Problem requirements:
Every line below should be repeated exactly as written.
───── Information shown ─────
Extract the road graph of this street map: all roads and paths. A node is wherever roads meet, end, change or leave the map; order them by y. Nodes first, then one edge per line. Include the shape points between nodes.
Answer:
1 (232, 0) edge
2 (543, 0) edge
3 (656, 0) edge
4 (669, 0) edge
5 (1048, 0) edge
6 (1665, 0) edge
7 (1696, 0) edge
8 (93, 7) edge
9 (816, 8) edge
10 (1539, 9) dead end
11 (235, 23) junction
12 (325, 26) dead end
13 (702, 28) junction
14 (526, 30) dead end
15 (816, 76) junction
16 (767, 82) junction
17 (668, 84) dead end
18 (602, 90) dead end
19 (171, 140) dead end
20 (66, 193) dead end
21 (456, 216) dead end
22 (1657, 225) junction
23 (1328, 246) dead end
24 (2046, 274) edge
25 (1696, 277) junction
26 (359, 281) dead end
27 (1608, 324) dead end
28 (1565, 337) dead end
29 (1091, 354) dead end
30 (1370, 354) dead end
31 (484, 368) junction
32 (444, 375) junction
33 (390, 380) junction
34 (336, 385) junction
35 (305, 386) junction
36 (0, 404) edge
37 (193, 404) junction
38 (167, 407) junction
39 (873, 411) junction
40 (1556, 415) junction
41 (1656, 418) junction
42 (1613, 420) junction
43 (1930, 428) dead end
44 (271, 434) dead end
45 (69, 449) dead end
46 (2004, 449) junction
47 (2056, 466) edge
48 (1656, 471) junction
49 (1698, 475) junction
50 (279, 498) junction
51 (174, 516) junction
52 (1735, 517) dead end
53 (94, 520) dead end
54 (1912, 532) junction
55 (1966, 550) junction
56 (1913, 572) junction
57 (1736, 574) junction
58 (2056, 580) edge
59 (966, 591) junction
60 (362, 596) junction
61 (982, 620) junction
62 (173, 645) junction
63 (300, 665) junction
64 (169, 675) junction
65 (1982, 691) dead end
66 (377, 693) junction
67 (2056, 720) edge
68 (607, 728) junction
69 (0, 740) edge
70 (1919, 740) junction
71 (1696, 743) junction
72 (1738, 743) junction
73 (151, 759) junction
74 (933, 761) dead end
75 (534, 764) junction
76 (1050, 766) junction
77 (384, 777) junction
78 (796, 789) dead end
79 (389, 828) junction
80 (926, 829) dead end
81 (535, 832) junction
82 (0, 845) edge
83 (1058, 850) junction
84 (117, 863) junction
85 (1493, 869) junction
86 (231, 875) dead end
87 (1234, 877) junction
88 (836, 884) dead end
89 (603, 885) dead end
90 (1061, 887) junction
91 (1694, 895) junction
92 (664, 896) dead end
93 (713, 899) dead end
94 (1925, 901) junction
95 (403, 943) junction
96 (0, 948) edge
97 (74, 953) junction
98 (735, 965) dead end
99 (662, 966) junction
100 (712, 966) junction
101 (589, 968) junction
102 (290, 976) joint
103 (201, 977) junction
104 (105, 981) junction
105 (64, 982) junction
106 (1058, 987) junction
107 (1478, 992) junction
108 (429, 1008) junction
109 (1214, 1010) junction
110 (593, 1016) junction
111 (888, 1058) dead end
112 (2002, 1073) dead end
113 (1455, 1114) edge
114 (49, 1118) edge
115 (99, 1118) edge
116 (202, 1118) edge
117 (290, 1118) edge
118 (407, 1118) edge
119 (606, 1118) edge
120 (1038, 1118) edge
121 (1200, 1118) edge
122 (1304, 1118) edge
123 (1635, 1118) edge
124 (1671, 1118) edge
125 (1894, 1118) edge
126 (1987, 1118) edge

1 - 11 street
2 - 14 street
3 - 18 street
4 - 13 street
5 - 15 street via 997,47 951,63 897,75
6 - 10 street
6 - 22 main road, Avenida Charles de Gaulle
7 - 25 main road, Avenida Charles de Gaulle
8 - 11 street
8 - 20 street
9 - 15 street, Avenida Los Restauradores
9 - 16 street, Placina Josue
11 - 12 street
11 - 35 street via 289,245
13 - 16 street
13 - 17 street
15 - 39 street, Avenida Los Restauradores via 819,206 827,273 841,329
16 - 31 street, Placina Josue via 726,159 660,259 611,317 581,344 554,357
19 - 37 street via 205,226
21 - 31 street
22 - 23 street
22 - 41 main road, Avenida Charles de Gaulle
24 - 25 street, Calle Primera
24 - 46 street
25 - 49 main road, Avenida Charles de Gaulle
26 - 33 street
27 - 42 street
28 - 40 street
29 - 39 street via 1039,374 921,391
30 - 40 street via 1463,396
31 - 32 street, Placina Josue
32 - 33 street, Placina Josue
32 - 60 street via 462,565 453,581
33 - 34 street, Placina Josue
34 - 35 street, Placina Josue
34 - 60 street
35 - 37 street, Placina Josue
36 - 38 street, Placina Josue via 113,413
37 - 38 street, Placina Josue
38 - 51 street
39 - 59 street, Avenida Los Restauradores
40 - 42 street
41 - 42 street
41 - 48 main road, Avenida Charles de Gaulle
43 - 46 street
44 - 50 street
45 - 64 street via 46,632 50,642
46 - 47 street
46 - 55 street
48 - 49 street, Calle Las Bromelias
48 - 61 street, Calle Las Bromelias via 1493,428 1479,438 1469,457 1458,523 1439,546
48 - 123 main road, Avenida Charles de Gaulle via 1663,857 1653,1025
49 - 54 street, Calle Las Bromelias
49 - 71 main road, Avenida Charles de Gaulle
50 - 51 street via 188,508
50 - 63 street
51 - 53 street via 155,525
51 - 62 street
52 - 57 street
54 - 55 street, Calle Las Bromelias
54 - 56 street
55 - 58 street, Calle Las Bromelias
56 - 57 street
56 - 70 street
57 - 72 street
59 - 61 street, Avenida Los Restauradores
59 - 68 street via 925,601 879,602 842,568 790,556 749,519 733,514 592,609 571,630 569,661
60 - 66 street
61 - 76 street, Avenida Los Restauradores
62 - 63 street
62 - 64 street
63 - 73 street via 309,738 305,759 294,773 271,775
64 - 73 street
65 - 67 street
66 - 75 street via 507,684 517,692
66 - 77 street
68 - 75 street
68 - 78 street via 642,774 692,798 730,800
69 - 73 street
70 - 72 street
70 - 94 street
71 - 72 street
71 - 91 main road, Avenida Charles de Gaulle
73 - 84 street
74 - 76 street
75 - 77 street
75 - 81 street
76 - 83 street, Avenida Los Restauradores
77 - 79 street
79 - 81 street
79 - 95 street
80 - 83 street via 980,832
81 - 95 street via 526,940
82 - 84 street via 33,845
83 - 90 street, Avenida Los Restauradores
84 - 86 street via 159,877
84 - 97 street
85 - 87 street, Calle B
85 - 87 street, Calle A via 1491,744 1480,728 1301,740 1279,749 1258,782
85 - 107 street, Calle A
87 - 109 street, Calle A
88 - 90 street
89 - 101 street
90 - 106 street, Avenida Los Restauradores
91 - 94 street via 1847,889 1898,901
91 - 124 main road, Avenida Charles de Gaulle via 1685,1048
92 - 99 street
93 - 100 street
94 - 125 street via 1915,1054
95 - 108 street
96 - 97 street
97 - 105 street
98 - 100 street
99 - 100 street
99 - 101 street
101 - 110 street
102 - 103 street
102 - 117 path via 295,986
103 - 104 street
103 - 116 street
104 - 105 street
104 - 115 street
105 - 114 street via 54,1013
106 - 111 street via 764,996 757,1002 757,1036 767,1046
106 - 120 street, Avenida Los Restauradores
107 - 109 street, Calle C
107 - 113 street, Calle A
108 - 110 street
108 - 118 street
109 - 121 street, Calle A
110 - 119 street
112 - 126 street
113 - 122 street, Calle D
─────
Solution below:
Extract the road graph of this street map: all roads and paths. A node is wherever roads meet, end, change or leave the map; order them by y. Nodes first, then one edge per line. Include the shape points between nodes.
Answer:
1 (232, 0) edge
2 (543, 0) edge
3 (656, 0) edge
4 (669, 0) edge
5 (1048, 0) edge
6 (1665, 0) edge
7 (1696, 0) edge
8 (93, 7) edge
9 (816, 8) edge
10 (1539, 9) dead end
11 (235, 23) junction
12 (325, 26) dead end
13 (702, 28) junction
14 (526, 30) dead end
15 (816, 76) junction
16 (767, 82) junction
17 (668, 84) dead end
18 (602, 90) dead end
19 (171, 140) dead end
20 (66, 193) dead end
21 (456, 216) dead end
22 (1657, 225) junction
23 (1328, 246) dead end
24 (2046, 274) edge
25 (1696, 277) junction
26 (359, 281) dead end
27 (1608, 324) dead end
28 (1565, 337) dead end
29 (1091, 354) dead end
30 (1370, 354) dead end
31 (484, 368) junction
32 (444, 375) junction
33 (390, 380) junction
34 (336, 385) junction
35 (305, 386) junction
36 (0, 404) edge
37 (193, 404) junction
38 (167, 407) junction
39 (873, 411) junction
40 (1556, 415) junction
41 (1656, 418) junction
42 (1613, 420) junction
43 (1930, 428) dead end
44 (271, 434) dead end
45 (69, 449) dead end
46 (2004, 449) junction
47 (2056, 466) edge
48 (1656, 471) junction
49 (1698, 475) junction
50 (279, 498) junction
51 (174, 516) junction
52 (1735, 517) dead end
53 (94, 520) dead end
54 (1912, 532) junction
55 (1966, 550) junction
56 (1913, 572) junction
57 (1736, 574) junction
58 (2056, 580) edge
59 (966, 591) junction
60 (362, 596) junction
61 (982, 620) junction
62 (173, 645) junction
63 (300, 665) junction
64 (169, 675) junction
65 (1982, 691) dead end
66 (377, 693) junction
67 (2056, 720) edge
68 (607, 728) junction
69 (0, 740) edge
70 (1919, 740) junction
71 (1696, 743) junction
72 (1738, 743) junction
73 (151, 759) junction
74 (933, 761) dead end
75 (534, 764) junction
76 (1050, 766) junction
77 (384, 777) junction
78 (796, 789) dead end
79 (389, 828) junction
80 (926, 829) dead end
81 (535, 832) junction
82 (0, 845) edge
83 (1058, 850) junction
84 (117, 863) junction
85 (1493, 869) junction
86 (231, 875) dead end
87 (1234, 877) junction
88 (836, 884) dead end
89 (603, 885) dead end
90 (1061, 887) junction
91 (1694, 895) junction
92 (664, 896) dead end
93 (713, 899) dead end
94 (1925, 901) junction
95 (403, 943) junction
96 (0, 948) edge
97 (74, 953) junction
98 (735, 965) dead end
99 (662, 966) junction
100 (712, 966) junction
101 (589, 968) junction
102 (290, 976) joint
103 (201, 977) junction
104 (105, 981) junction
105 (64, 982) junction
106 (1058, 987) junction
107 (1478, 992) junction
108 (429, 1008) junction
109 (1214, 1010) junction
110 (593, 1016) junction
111 (888, 1058) dead end
112 (2002, 1073) dead end
113 (1455, 1114) edge
114 (49, 1118) edge
115 (99, 1118) edge
116 (202, 1118) edge
117 (290, 1118) edge
118 (407, 1118) edge
119 (606, 1118) edge
120 (1038, 1118) edge
121 (1200, 1118) edge
122 (1304, 1118) edge
123 (1635, 1118) edge
124 (1671, 1118) edge
125 (1894, 1118) edge
126 (1987, 1118) edge

1 - 11 street
2 - 14 street
3 - 18 street
4 - 13 street
5 - 15 street via 997,47 951,63 897,75
6 - 10 street
6 - 22 main road, Avenida Charles de Gaulle
7 - 25 main road, Avenida Charles de Gaulle
8 - 11 street
8 - 20 street
9 - 15 street, Avenida Los Restauradores
9 - 16 street, Placina Josue
11 - 12 street
11 - 35 street via 289,245
13 - 16 street
13 - 17 street
15 - 39 street, Avenida Los Restauradores via 819,206 827,273 841,329
16 - 31 street, Placina Josue via 726,159 660,259 611,317 581,344 554,357
19 - 37 street via 205,226
21 - 31 street
22 - 23 street
22 - 41 main road, Avenida Charles de Gaulle
24 - 25 street, Calle Primera
24 - 46 street
25 - 49 main road, Avenida Charles de Gaulle
26 - 33 street
27 - 42 street
28 - 40 street
29 - 39 street via 1039,374 921,391
30 - 40 street via 1463,396
31 - 32 street, Placina Josue
32 - 33 street, Placina Josue
32 - 60 street via 462,565 453,581
33 - 34 street, Placina Josue
34 - 35 street, Placina Josue
34 - 60 street
35 - 37 street, Placina Josue
36 - 38 street, Placina Josue via 113,413
37 - 38 street, Placina Josue
38 - 51 street
39 - 59 street, Avenida Los Restauradores
40 - 42 street
41 - 42 street
41 - 48 main road, Avenida Charles de Gaulle
43 - 46 street
44 - 50 street
45 - 64 street via 46,632 50,642
46 - 47 street
46 - 55 street
48 - 49 street, Calle Las Bromelias
48 - 61 street, Calle Las Bromelias via 1493,428 1479,438 1469,457 1458,523 1439,546
48 - 123 main road, Avenida Charles de Gaulle via 1663,857 1653,1025
49 - 54 street, Calle Las Bromelias
49 - 71 main road, Avenida Charles de Gaulle
50 - 51 street via 188,508
50 - 63 street
51 - 53 street via 155,525
51 - 62 street
52 - 57 street
54 - 55 street, Calle Las Bromelias
54 - 56 street
55 - 58 street, Calle Las Bromelias
56 - 57 street
56 - 70 street
57 - 72 street
59 - 61 street, Avenida Los Restauradores
59 - 68 street via 925,601 879,602 842,568 790,556 749,519 733,514 592,609 571,630 569,661
60 - 66 street
61 - 76 street, Avenida Los Restauradores
62 - 63 street
62 - 64 street
63 - 73 street via 309,738 305,759 294,773 271,775
64 - 73 street
65 - 67 street
66 - 75 street via 507,684 517,692
66 - 77 street
68 - 75 street
68 - 78 street via 642,774 692,798 730,800
69 - 73 street
70 - 72 street
70 - 94 street
71 - 72 street
71 - 91 main road, Avenida Charles de Gaulle
73 - 84 street
74 - 76 street
75 - 77 street
75 - 81 street
76 - 83 street, Avenida Los Restauradores
77 - 79 street
79 - 81 street
79 - 95 street
80 - 83 street via 980,832
81 - 95 street via 526,940
82 - 84 street via 33,845
83 - 90 street, Avenida Los Restauradores
84 - 86 street via 159,877
84 - 97 street
85 - 87 street, Calle B
85 - 87 street, Calle A via 1491,744 1480,728 1301,740 1279,749 1258,782
85 - 107 street, Calle A
87 - 109 street, Calle A
88 - 90 street
89 - 101 street
90 - 106 street, Avenida Los Restauradores
91 - 94 street via 1847,889 1898,901
91 - 124 main road, Avenida Charles de Gaulle via 1685,1048
92 - 99 street
93 - 100 street
94 - 125 street via 1915,1054
95 - 108 street
96 - 97 street
97 - 105 street
98 - 100 street
99 - 100 street
99 - 101 street
101 - 110 street
102 - 103 street
102 - 117 path via 295,986
103 - 104 street
103 - 116 street
104 - 105 street
104 - 115 street
105 - 114 street via 54,1013
106 - 111 street via 764,996 757,1002 757,1036 767,1046
106 - 120 street, Avenida Los Restauradores
107 - 109 street, Calle C
107 - 113 street, Calle A
108 - 110 street
108 - 118 street
109 - 121 street, Calle A
110 - 119 street
112 - 126 street
113 - 122 street, Calle D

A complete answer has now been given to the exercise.